Face it. Sometimes you have to pick your battles and this time, you need to suck it up and do what is asked. Now, if you do it without complaint, it gets filed away in the “wow, this person actually followed through on what I asked without whining” part of The Boss’ brain. Say ‘yes’ five times and you get one ‘no’ without questions (if asked politely and preceded by a “I’d love to but…”). I don’t know why the math works that way, but it does.
Now, there are corollaries to this:
a) Specify what is being asked to the finite detail and Say “Yes” to that.
The Boss comes in and says, “I’d like to see the forecast for Hopkins’ unit by the end of the day.” You say, “Sure thing, Boss. Do you need the 50 page complete itemized report or the summary data?” “Er, summary.” “Do you want the revenue and expenses or just the operating income.” “Well, all I really need is operating…” “$54,757, Boss. Anything else?” “Ah, no, I guess not….thanks.”
b) Say “Yes” but on your terms.
The accounting department is famous for this. The Boss asks for a report by the end of the week. Accounting says, “Can we have the weekend to really do the job right? A weekend can be a lifetime.” And the boss, says, “Sure,” smug in the thought of her team slaving tirelessly through the weekend while she’s on the back nine taking Snuggs Wilkerson for twelve bucks and an eventual sidecar at the nineteenth hole. Meanwhile, Accounting is doubling down on a pair of eights at the Boredada Casino fully prepared to finish the report Monday morning to have it to the boss by noon. Everyone’s a winner.

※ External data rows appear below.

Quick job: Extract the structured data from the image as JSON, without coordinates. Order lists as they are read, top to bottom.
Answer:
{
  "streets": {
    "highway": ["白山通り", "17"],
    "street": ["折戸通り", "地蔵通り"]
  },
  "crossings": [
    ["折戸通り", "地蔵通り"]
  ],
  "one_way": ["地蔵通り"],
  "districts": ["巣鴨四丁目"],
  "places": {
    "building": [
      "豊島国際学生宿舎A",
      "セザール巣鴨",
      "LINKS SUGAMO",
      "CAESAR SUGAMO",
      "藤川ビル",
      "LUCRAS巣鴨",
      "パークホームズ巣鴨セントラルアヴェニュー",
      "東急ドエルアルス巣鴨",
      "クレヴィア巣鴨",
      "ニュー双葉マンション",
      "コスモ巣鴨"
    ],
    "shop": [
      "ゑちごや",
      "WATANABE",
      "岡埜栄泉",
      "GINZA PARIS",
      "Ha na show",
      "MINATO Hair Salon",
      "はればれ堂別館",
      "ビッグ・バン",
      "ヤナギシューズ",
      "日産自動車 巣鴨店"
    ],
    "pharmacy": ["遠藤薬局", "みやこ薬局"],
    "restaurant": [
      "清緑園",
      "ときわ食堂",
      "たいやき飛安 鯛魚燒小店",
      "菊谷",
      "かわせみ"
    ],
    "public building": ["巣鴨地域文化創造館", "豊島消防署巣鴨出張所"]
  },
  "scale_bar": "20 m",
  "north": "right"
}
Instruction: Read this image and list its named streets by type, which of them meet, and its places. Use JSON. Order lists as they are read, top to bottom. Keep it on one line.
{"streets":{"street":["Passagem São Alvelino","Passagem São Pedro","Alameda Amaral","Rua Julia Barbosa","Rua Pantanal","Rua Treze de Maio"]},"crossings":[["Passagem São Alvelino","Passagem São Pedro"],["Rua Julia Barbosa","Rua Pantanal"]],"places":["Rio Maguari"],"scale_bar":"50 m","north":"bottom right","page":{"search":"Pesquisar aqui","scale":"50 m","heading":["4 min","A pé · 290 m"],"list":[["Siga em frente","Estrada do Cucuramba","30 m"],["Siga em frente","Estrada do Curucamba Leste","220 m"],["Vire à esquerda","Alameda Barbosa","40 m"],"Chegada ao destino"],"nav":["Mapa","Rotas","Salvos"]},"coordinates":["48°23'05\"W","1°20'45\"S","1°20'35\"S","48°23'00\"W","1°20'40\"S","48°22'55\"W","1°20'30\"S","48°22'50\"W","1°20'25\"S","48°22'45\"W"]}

9. The Client makes me do it!
If there’s one thing any self-respecting Boss is fearful of, it’s The Client. The Client is like the Ace of Spades in the company deck; it trumps anything, including The Boss. So, if you are working on a project for The Client that needs to get done right away, your boss needs to take 2nd place. But, be careful, you better really be working on a project for The Client, because The Boss will find out. There are spies. Everywhere.
8. Corporate makes me do it!
Functional department leaders (Finance, Systems, etc) have turned this into an art form. “Corporate” can have a trumping effect, but usually it just gives the Boss a headache. “I’d love to, but, ol’ Poltzwine in Taxation is pushing my eyes out to get the Wilkesham-Bennett audit done, which is the fifth audit we’ve had to do this quarter and which makes SOX seem like a stroll through the park, what with the fact that we have to reconcile our fixed assets, our a/r books, our a/p books, and our face books……blah, blah, blah.” Eyes to the back of the head, please.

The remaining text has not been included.